More Regression with Machine Learning

CIS 241, Dr. Ladd

spacebar to go to the next slide, esc/menu to navigate

Linear Regression 📈 is only one type of regression model!

There are many different regressors, and we’ll learn about:

  • K-nearest neighbors 🎯
  • Decision Trees and the Random Forest 🌲

There are also different kinds of linear regression that we aren’t covering.

  • Polynomial regression
  • Ridge regression
  • Poisson regression

Both of our new methods (KNN and RF) can be used as regressors or as classifiers.

But today we’re only focusing on regression (i.e. predicting a numerical target).

You’ll need to import some new sklearn classes to run these.

#For KNN
from sklearn.neighbors import KNeighborsRegressor
#For Random Forest
from sklearn.tree import DecisionTreeRegressor, plot_tree
from sklearn.ensemble import RandomForestClassifier

See the Sklearn Guide for everything else you’ll need.

What is K-Nearest Neighbors?

A machine learning method based on distances.

There are many ways to calculate distance.

Euclidean distance is the default in scikit-learn.

\[\sqrt[]{(x_2 - x_1)^2 + (y_2 - y_1)^2}\]

The key to KNN is setting the correct K.

  • In machine learning, K or k refers to any integer.
  • If K is too low, you may be overfitting.
  • If K is too high, you may be oversmoothing.
  • Usually between 1-20, and an odd number avoids ties.
  • You must decide based on the data!

The Bias-Variance Trade-Off

  • Variance: the error in your model due to the choice of training data (sensitivity to small changes in the training data)
  • Bias: the error in your model due to not accounting for the real-world scenario (bad assumptions in the learning algorithm)
  • As variance goes up, bias goes down and vice versa.
  • Overfitting leads to variance, Oversmoothing (underfitting) leads to bias
  • You’re trying to find a balance

You can use one-hot encoding to handle factor variables.
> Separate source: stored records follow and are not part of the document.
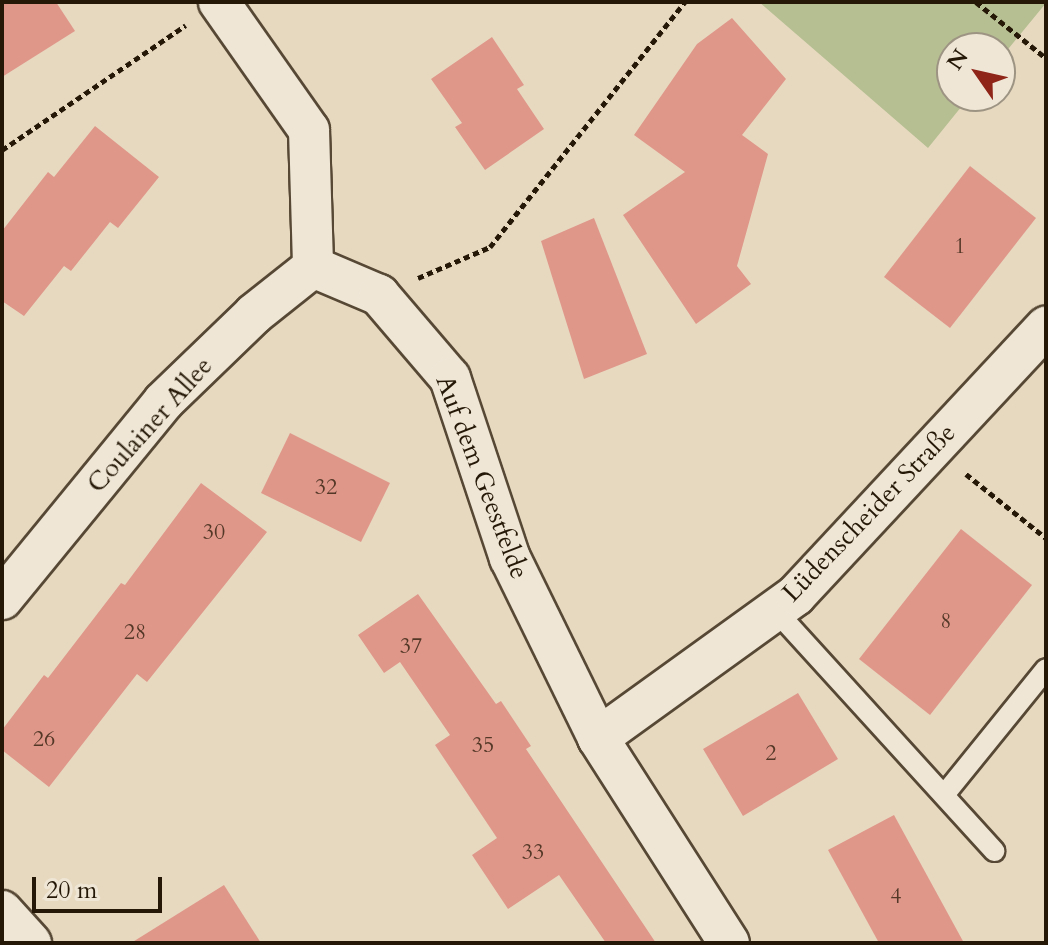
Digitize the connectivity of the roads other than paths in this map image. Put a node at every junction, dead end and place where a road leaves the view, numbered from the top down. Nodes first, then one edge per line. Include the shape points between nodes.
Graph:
1 (219, 2) edge
2 (313, 267) junction
3 (1046, 327) edge
4 (2, 599) edge
5 (775, 610) junction
6 (1046, 669) edge
7 (598, 738) junction
8 (944, 795) junction
9 (994, 851) dead end
10 (2, 911) edge
11 (31, 943) edge
12 (729, 943) edge

1 - 2 street via 309,130
2 - 4 street, Coulainer Allee via 254,314 163,402
2 - 7 street, Auf dem Geestfelde via 379,295 450,378 510,558
3 - 5 street, Lüdenscheider Straße via 796,595
5 - 7 street, Lüdenscheider Straße
5 - 8 lane
6 - 8 lane
7 - 12 street, Auf dem Geestfelde
8 - 9 lane
10 - 11 street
How is this different from reference coding?

You must standardize your variables.

Also called “normalization”, this keeps variables in the same scale.

Not “how much” but “how different from the average.”

The most common standardization is the z-score.

\[z=\frac{x-\bar{x}}{s}\]

The z-score is the original value minus the mean and divided by the standard deviation.

What are Decision Trees and the Random Forest?

These are one type of tree model, but a decision tree runs the model one time and random forest is an ensemble approach.

A tree model is a set of rules to split data into different categories.

Decision trees are trained using recursive partitioning.

Let’s find out more from the sklearn documentation.

You can use the plot_tree() function to see the tree of split data.

See the Sklearn Guide and the documentation for more info.

Decision Trees create nodes (branching rules) based on optimal split values.

Decision Trees can help you determine which predictors (features) are most important.

This is referred to as “variable (or feature) importance” and takes advantage of decision trees’ skill at finding patterns in the data.

Trees can find hidden patterns and help you interpret interactions between variables.

But they are not so reliable one-at-a-time, and often cause overfitting. We need to think about the bias-variance tradeoff!

This is where the Random Forest comes in!

To get more accurate predictions, it’s best to use many trees together.

And what do you call a lot of trees? A forest!

The random forest is an ensemble method.

You can see all the metaphors here: a forest, a musical ensemble, etc.

The decision trees are put together using “bagging”: bootstrap aggregating.

For both decision trees and random forest, pay attention to your model’s hyperparameters.

  • min_samples_leaf: the minimum number of records in a terminal node (leaf)
  • max_leaf_nodes: the maximum number of nodes in the entire tree
  • splitter and criterion: the kind of trees you will create

Setting these can help you create smaller trees and avoid spurious results!

You Try It!

Let’s try two models, one KNN and one Random Forest, with the Seattle Housing data.

housing = pd.read_csv("https://jrladd.com/CIS241/data/house_sales.tsv", sep="\t")
  • For KNN, don’t forget variable scaling!
  • For Random Forest, don’t forget to first fit a decision tree to get a tree diagram and feature importances.